Exciting new research from Yale University has revealed a new method that could potentially objectively diagnose if a person is suffering through the early stages of Alzheimer's disease using a non-invasive PET scan.

A major roadblock slowing down effective Alzheimer's research is our inability to easily, or clearly, diagnose the disease at its early stages. Several blood tests are being explored that can identify biomarkers signaling the early presence of the disease, but nothing has proved conclusive enough to move into general clinical use.

The new Yale University innovation uses PET imaging technology to evaluate cognitive decline by effectively measuring how much synaptic loss or degradation has occurred in a patient's brain. To quantify a person's "synaptic density" the researchers homed in on a protein called SV2A. This protein is found in nearly all healthy synapses, but as those connections degrade, so does the presence of SV2A.

Using a specific radioactive chemical that binds with, and illuminates, SV2A, the researchers were able to create PET scans that can objectively measure synaptic density in a variety of different brain regions. Initial tests using the method revealed patients with early stage Alzheimer's disease had up to 41 percent less SV2A markers in brain areas associated with memory, when compared to a healthy control group.

"We found that in early Alzheimer's disease, there is loss of synaptic density in the region of the hippocampus," says Ming-Kai Chen, first author on the newly published study. "With this new biomarker, PET imaging for SV2A, we can measure synaptic density in the living human brain."

As well as delivering clinicians a new and much needed diagnostic tool to evaluate prospective patients, the method will potentially revolutionize research into viable treatments for the disease. The ability to have an objective, and quantifiable, method that can accurately measure synaptic density will allow researchers to better evaluate the efficacy of new treatments and select appropriate candidates for clinical trials.

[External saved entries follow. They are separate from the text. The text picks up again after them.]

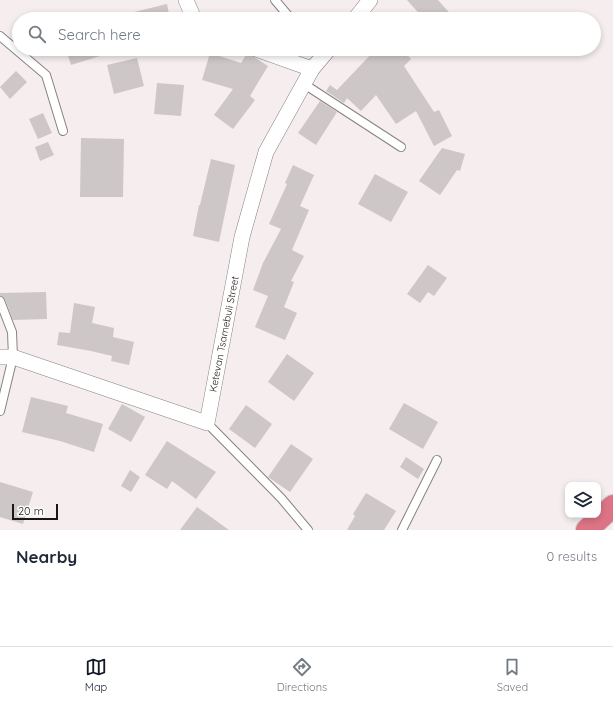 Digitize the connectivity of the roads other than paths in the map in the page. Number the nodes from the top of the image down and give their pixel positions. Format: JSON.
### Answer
{"nodes":[{"id":1,"x":186,"y":0,"type":"edge"},
{"id":2,"x":275,"y":0,"type":"edge"},
{"id":3,"x":370,"y":0,"type":"edge"},
{"id":4,"x":191,"y":12,"type":"edge"},
{"id":5,"x":285,"y":12,"type":"edge"},
{"id":6,"x":360,"y":12,"type":"edge"},
{"id":7,"x":1,"y":40,"type":"edge"},
{"id":8,"x":12,"y":49,"type":"edge"},
{"id":9,"x":22,"y":56,"type":"edge"},
{"id":10,"x":276,"y":56,"type":"edge"},
{"id":11,"x":320,"y":56,"type":"edge"},
{"id":12,"x":312,"y":69,"type":"junction"},
{"id":13,"x":304,"y":84,"type":"junction"},
{"id":14,"x":63,"y":131,"type":"dead end"},
{"id":15,"x":401,"y":147,"type":"dead end"},
{"id":16,"x":0,"y":301,"type":"edge"},
{"id":17,"x":7,"y":357,"type":"edge"},
{"id":18,"x":0,"y":411,"type":"edge"},
{"id":19,"x":207,"y":423,"type":"junction"},
{"id":20,"x":437,"y":460,"type":"dead end"},
{"id":21,"x":613,"y":506,"type":"edge"},
{"id":22,"x":308,"y":530,"type":"edge"},
{"id":23,"x":402,"y":530,"type":"edge"},
{"id":24,"x":587,"y":530,"type":"edge"}],
"edges":[{"from":1,"to":4,"type":"street"},
{"from":2,"to":5,"type":"lane"},
{"from":3,"to":6,"type":"street"},
{"from":7,"to":8,"type":"lane"},
{"from":9,"to":14,"type":"lane"},
{"from":10,"to":12,"type":"street"},
{"from":11,"to":12,"type":"street","name":"Ketevan Tsamebuli Street"},
{"from":12,"to":13,"type":"street","name":"Ketevan Tsamebuli Street"},
{"from":13,"to":15,"type":"lane"},
{"from":13,"to":19,"type":"street","name":"Ketevan Tsamebuli Street"},
{"from":16,"to":17,"type":"lane"},
{"from":17,"to":18,"type":"lane"},
{"from":17,"to":19,"type":"street"},
{"from":19,"to":22,"type":"lane"},
{"from":20,"to":23,"type":"lane"},
{"from":21,"to":24,"type":"highway"}]} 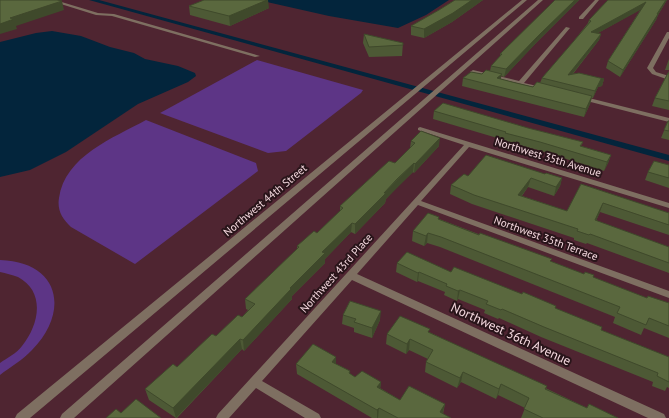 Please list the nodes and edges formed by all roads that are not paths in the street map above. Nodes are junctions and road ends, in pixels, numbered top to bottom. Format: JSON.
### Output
{"nodes":[{"id":1,"x":50,"y":0,"type":"edge"},
{"id":2,"x":524,"y":0,"type":"edge"},
{"id":3,"x":541,"y":0,"type":"edge"},
{"id":4,"x":597,"y":0,"type":"edge"},
{"id":5,"x":581,"y":18,"type":"dead end"},
{"id":6,"x":568,"y":28,"type":"dead end"},
{"id":7,"x":669,"y":32,"type":"edge"},
{"id":8,"x":666,"y":44,"type":"edge"},
{"id":9,"x":258,"y":56,"type":"dead end"},
{"id":10,"x":448,"y":63,"type":"junction"},
{"id":11,"x":465,"y":67,"type":"junction"},
{"id":12,"x":473,"y":72,"type":"edge"},
{"id":13,"x":669,"y":78,"type":"edge"},
{"id":14,"x":521,"y":83,"type":"junction"},
{"id":15,"x":550,"y":90,"type":"edge"},
{"id":16,"x":573,"y":96,"type":"edge"},
{"id":17,"x":669,"y":120,"type":"edge"},
{"id":18,"x":420,"y":129,"type":"dead end"},
{"id":19,"x":468,"y":144,"type":"junction"},
{"id":20,"x":416,"y":202,"type":"junction"},
{"id":21,"x":669,"y":206,"type":"edge"},
{"id":22,"x":350,"y":275,"type":"junction"},
{"id":23,"x":669,"y":295,"type":"edge"},
{"id":24,"x":255,"y":382,"type":"junction"},
{"id":25,"x":21,"y":418,"type":"edge"},
{"id":26,"x":66,"y":418,"type":"edge"},
{"id":27,"x":222,"y":418,"type":"edge"},
{"id":28,"x":315,"y":418,"type":"edge"},
{"id":29,"x":660,"y":418,"type":"edge"}],
"edges":[{"from":1,"to":9,"type":"street"},
{"from":2,"to":10,"type":"street","name":"Northwest 44th Street"},
{"from":3,"to":11,"type":"street"},
{"from":4,"to":5,"type":"street"},
{"from":6,"to":14,"type":"street"},
{"from":7,"to":8,"type":"street"},
{"from":8,"to":13,"type":"street"},
{"from":10,"to":11,"type":"street"},
{"from":10,"to":25,"type":"street","name":"Northwest 44th Street"},
{"from":11,"to":26,"type":"street"},
{"from":12,"to":14,"type":"street"},
{"from":14,"to":15,"type":"street"},
{"from":16,"to":17,"type":"street"},
{"from":18,"to":19,"type":"street","name":"Northwest 35th Avenue"},
{"from":19,"to":20,"type":"street","name":"Northwest 43rd Place"},
{"from":19,"to":21,"type":"street","name":"Northwest 35th Avenue"},
{"from":20,"to":22,"type":"street","name":"Northwest 43rd Place"},
{"from":20,"to":23,"type":"street","name":"Northwest 35th Terrace"},
{"from":22,"to":24,"type":"street","name":"Northwest 43rd Place"},
{"from":22,"to":29,"type":"street","name":"Northwest 36th Avenue"},
{"from":24,"to":27,"type":"street","name":"Northwest 43rd Place"},
{"from":24,"to":28,"type":"street"}]} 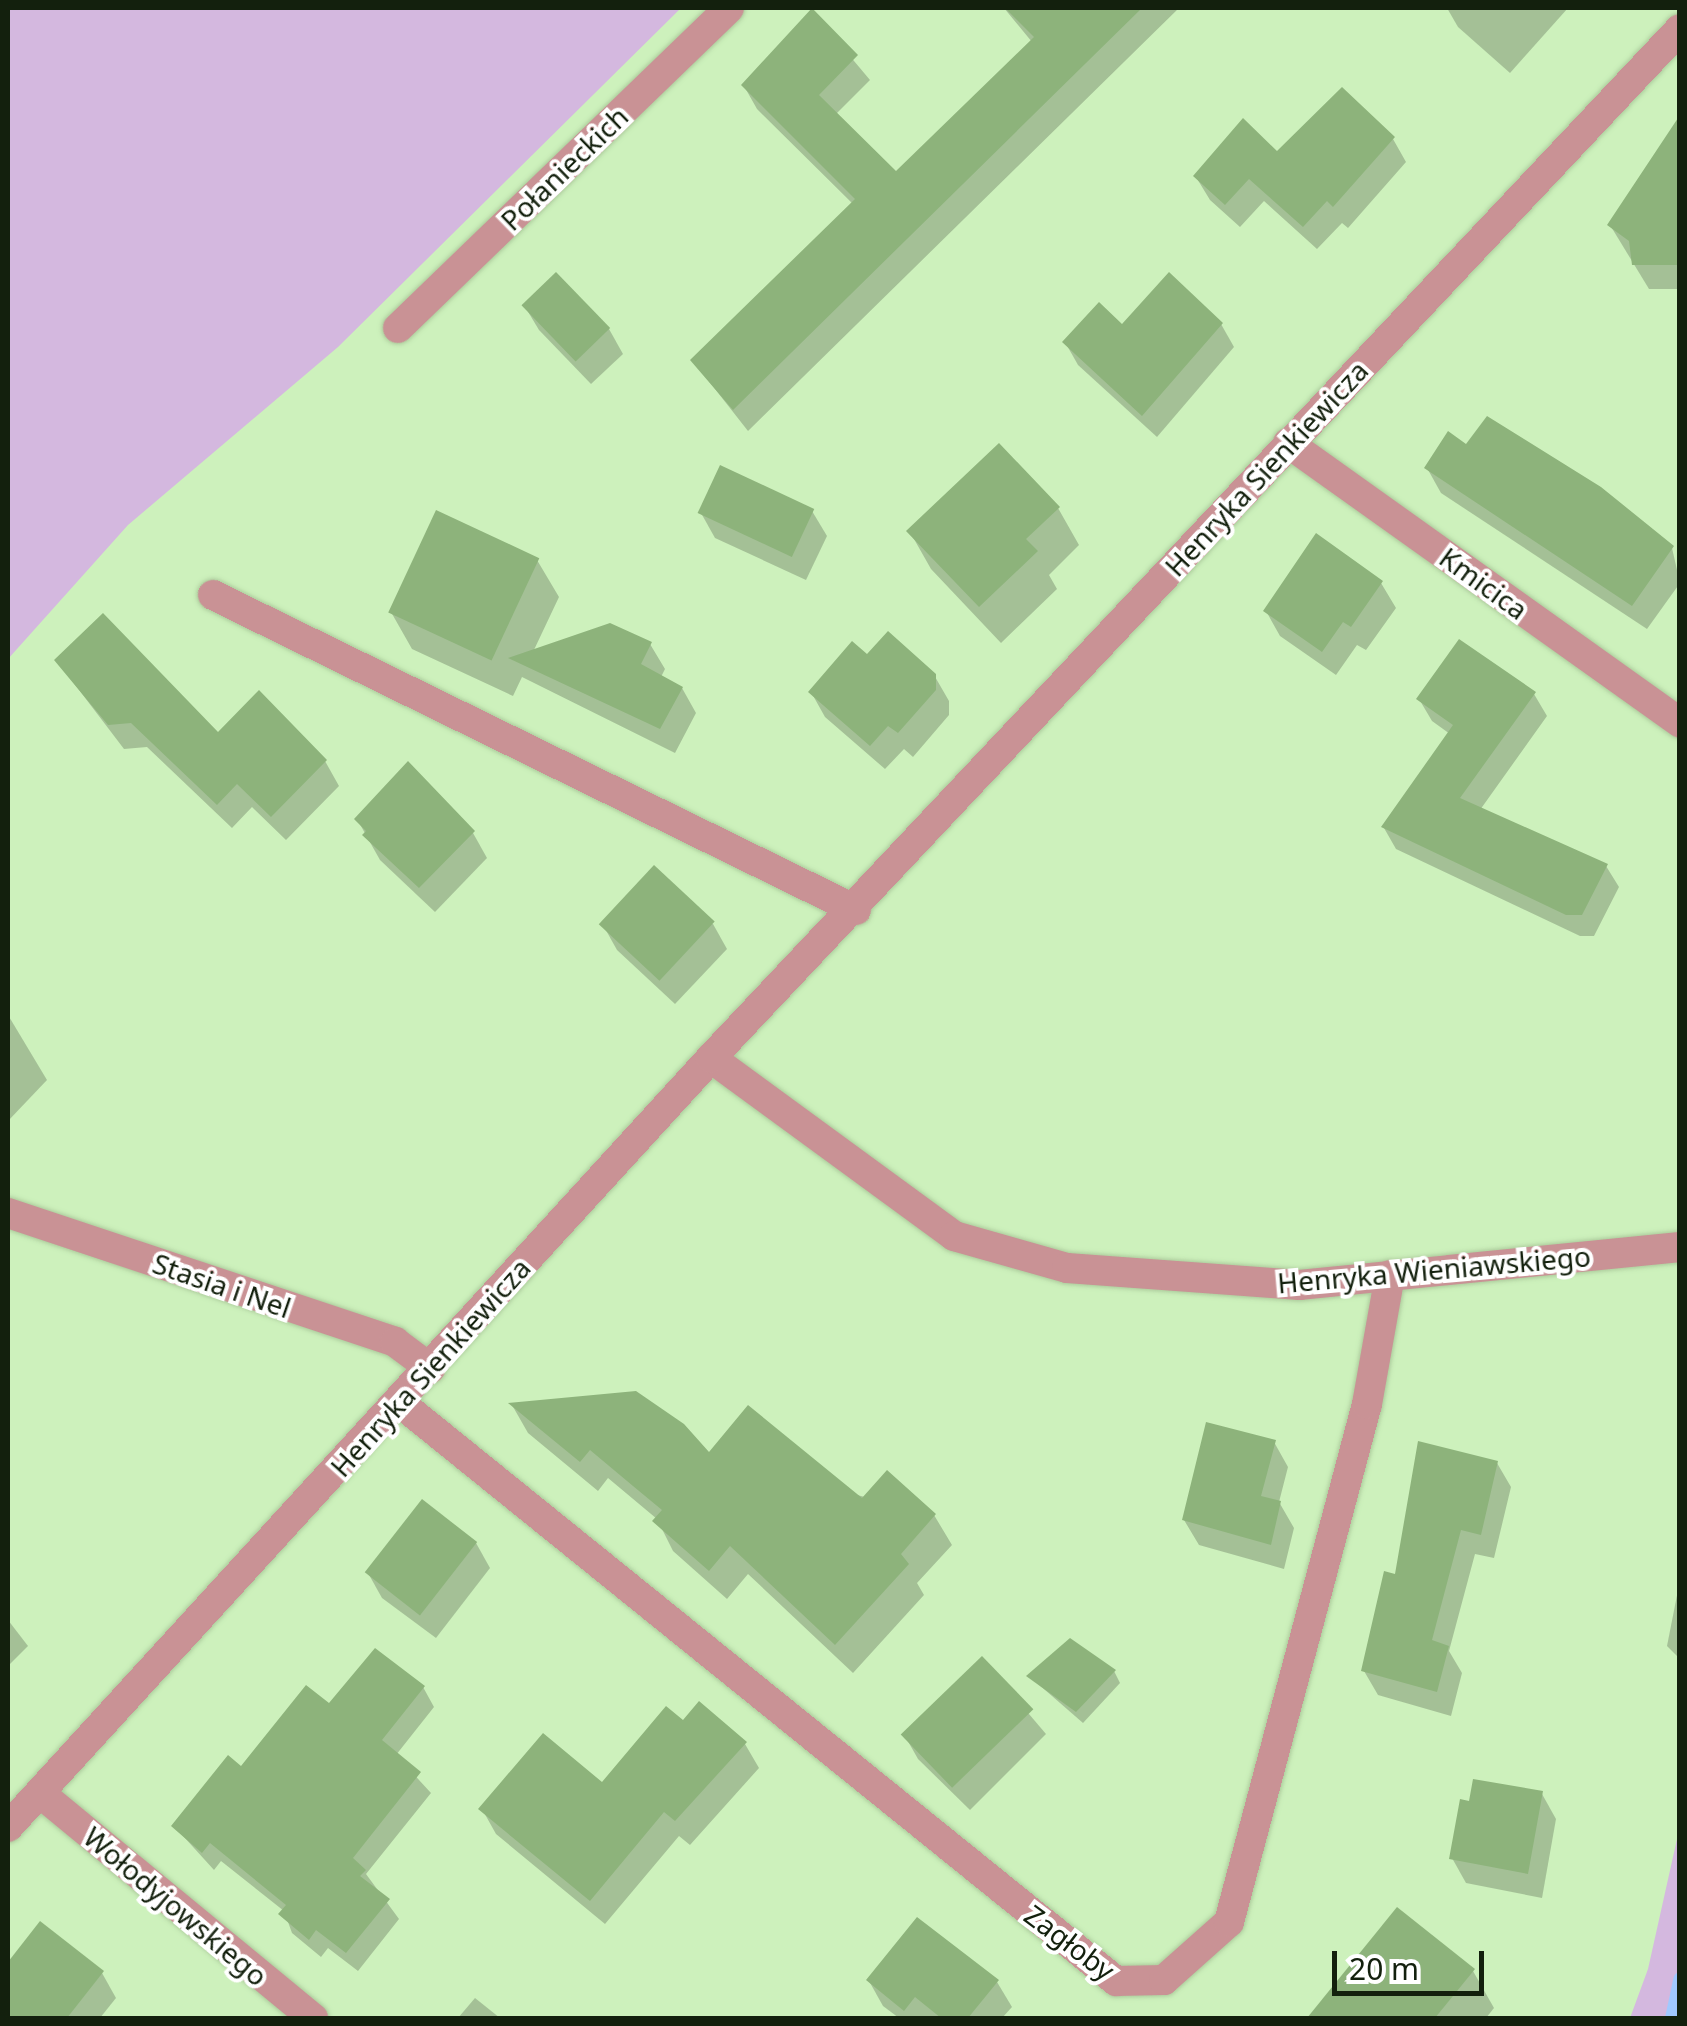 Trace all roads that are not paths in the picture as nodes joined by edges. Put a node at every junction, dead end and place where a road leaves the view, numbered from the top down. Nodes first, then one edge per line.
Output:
1 (728, 8) edge
2 (1674, 44) edge
3 (398, 328) dead end
4 (1288, 443) junction
5 (213, 594) dead end
6 (1680, 723) edge
7 (856, 910) junction
8 (712, 1058) junction
9 (8, 1213) edge
10 (1680, 1247) edge
11 (1390, 1275) junction
12 (430, 1368) junction
13 (399, 1402) junction
14 (40, 1793) junction
15 (8, 1827) edge
16 (313, 2018) edge

1 - 3 street, Połanieckich
2 - 4 street, Henryka Sienkiewicza
4 - 6 street, Kmicica
4 - 7 street, Henryka Sienkiewicza
5 - 7 street
7 - 8 street, Henryka Sienkiewicza
8 - 11 street, Henryka Wieniawskiego
8 - 12 street, Henryka Sienkiewicza
9 - 12 street, Stasia i Nel
10 - 11 street, Henryka Wieniawskiego
11 - 13 street, Zagłoby
12 - 13 street, Henryka Sienkiewicza
13 - 14 street, Henryka Sienkiewicza
14 - 15 street, Henryka Sienkiewicza
14 - 16 street, Wołodyjowskiego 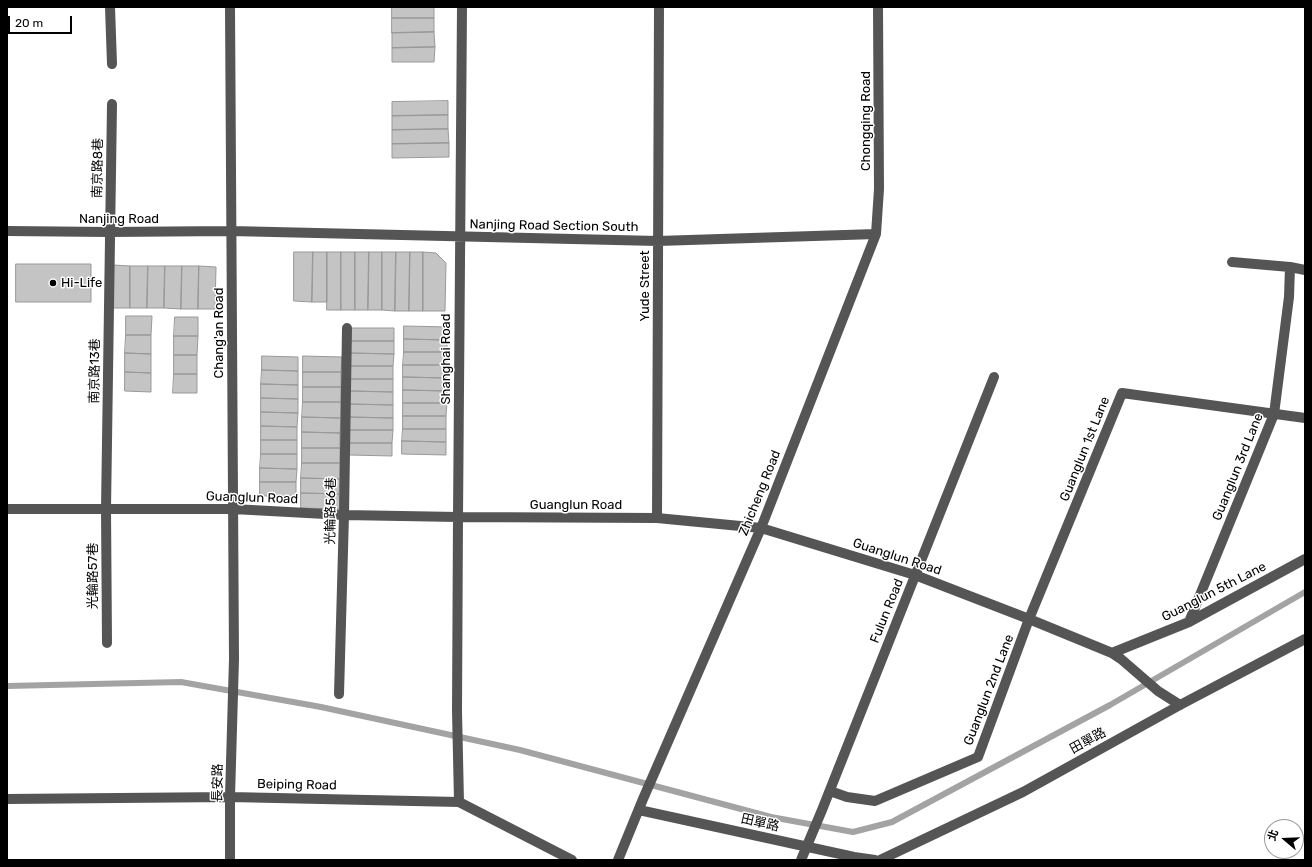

"A critical barrier in Alzheimer's research has been the inability to measure synaptic density in living individuals," says Christopher Van Dyck, director of the Yale Alzheimer's Disease Research Unit. "For those of us in the Alzheimer's field, in vivo assessment of synaptic density may transform our ability to track early Alzheimer's pathogenesis and response to treatment."

The next step in the research is to verify the method's accuracy over a larger cohort of patients. The research team also suggests this method should be applicable to a broad variety of diseases that involve synapse loss, from Parkinson's disease and epilepsy, to even depression or schizophrenia.

The study was published in the journal JAMA Neurology.